Data in this exercise Start Marker
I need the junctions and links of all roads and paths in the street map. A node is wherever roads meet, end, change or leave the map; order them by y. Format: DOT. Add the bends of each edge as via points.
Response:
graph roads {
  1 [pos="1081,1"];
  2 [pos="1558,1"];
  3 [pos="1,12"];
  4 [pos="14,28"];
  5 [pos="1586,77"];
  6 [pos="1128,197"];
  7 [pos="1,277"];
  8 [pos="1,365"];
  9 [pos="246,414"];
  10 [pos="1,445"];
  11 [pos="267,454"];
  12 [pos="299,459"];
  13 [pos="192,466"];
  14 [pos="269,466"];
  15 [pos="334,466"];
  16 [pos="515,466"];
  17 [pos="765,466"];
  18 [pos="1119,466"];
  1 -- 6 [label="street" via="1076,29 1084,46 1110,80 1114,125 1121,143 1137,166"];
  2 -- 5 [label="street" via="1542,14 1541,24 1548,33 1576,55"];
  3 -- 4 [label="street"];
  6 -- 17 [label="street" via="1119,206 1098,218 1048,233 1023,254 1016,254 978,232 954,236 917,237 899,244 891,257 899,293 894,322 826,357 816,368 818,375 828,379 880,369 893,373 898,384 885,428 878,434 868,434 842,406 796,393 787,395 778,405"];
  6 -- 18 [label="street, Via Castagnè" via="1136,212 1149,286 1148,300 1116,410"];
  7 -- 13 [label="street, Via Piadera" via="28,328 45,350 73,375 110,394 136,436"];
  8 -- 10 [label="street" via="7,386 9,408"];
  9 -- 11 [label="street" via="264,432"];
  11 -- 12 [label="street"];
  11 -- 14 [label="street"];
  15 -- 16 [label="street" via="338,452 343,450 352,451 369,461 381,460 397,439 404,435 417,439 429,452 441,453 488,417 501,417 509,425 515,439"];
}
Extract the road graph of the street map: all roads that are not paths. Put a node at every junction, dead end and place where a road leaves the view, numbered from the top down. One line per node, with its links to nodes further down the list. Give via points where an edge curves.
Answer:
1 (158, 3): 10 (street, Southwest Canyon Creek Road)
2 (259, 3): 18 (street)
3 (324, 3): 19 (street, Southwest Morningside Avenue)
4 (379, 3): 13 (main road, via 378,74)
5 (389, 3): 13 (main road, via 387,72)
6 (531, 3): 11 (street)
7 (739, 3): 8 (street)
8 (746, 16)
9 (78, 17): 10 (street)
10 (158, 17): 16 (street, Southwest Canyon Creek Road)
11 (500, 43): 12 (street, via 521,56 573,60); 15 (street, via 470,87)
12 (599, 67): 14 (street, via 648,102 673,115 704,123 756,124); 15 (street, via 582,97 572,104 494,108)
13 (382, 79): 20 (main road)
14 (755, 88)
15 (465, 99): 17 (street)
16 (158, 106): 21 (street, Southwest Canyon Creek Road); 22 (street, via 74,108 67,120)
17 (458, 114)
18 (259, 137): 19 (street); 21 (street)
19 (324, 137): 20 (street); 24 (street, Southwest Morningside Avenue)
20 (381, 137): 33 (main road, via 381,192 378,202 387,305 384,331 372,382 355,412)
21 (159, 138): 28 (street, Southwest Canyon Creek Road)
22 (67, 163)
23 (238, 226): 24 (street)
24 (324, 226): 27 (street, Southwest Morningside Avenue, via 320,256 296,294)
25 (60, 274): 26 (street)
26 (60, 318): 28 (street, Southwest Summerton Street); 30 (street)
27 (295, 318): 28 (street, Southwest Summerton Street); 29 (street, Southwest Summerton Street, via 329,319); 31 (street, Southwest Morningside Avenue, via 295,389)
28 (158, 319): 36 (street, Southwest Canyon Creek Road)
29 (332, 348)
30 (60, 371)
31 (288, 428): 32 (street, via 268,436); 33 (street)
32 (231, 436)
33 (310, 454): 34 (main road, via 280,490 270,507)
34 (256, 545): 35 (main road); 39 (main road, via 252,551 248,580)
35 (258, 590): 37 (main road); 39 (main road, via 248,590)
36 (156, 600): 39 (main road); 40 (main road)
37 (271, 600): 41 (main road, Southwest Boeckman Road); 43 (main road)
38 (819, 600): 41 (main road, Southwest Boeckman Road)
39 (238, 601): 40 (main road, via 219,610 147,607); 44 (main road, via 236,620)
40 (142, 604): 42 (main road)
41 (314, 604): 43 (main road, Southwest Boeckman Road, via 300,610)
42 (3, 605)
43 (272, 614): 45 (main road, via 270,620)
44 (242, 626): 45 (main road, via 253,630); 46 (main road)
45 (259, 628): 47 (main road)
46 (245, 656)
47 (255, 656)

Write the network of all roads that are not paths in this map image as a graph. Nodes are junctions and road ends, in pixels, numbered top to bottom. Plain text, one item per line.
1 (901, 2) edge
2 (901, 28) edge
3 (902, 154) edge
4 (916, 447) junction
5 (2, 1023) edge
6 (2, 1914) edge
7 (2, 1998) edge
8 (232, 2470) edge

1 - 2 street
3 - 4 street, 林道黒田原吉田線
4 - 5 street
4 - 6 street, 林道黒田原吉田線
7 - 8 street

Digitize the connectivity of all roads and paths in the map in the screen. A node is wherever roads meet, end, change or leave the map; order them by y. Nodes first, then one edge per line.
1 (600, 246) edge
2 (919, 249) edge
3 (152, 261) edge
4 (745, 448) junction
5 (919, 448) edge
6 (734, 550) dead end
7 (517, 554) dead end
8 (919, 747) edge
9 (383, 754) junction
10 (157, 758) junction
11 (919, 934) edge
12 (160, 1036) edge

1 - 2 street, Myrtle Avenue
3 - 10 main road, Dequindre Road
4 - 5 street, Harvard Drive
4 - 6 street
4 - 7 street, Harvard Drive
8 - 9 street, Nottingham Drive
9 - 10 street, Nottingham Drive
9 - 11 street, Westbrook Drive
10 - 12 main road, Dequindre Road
Data in this exercise End Marker
Your task is to reproduce exactly the lines from the one with "Write the network" through the end of the listing. Both ends belong in the answer.

:: Solved exercise ::
Write the network of all roads that are not paths in this map image as a graph. Nodes are junctions and road ends, in pixels, numbered top to bottom. Plain text, one item per line.
1 (901, 2) edge
2 (901, 28) edge
3 (902, 154) edge
4 (916, 447) junction
5 (2, 1023) edge
6 (2, 1914) edge
7 (2, 1998) edge
8 (232, 2470) edge

1 - 2 street
3 - 4 street, 林道黒田原吉田線
4 - 5 street
4 - 6 street, 林道黒田原吉田線
7 - 8 street

Digitize the connectivity of all roads and paths in the map in the screen. A node is wherever roads meet, end, change or leave the map; order them by y. Nodes first, then one edge per line.
1 (600, 246) edge
2 (919, 249) edge
3 (152, 261) edge
4 (745, 448) junction
5 (919, 448) edge
6 (734, 550) dead end
7 (517, 554) dead end
8 (919, 747) edge
9 (383, 754) junction
10 (157, 758) junction
11 (919, 934) edge
12 (160, 1036) edge

1 - 2 street, Myrtle Avenue
3 - 10 main road, Dequindre Road
4 - 5 street, Harvard Drive
4 - 6 street
4 - 7 street, Harvard Drive
8 - 9 street, Nottingham Drive
9 - 10 street, Nottingham Drive
9 - 11 street, Westbrook Drive
10 - 12 main road, Dequindre Road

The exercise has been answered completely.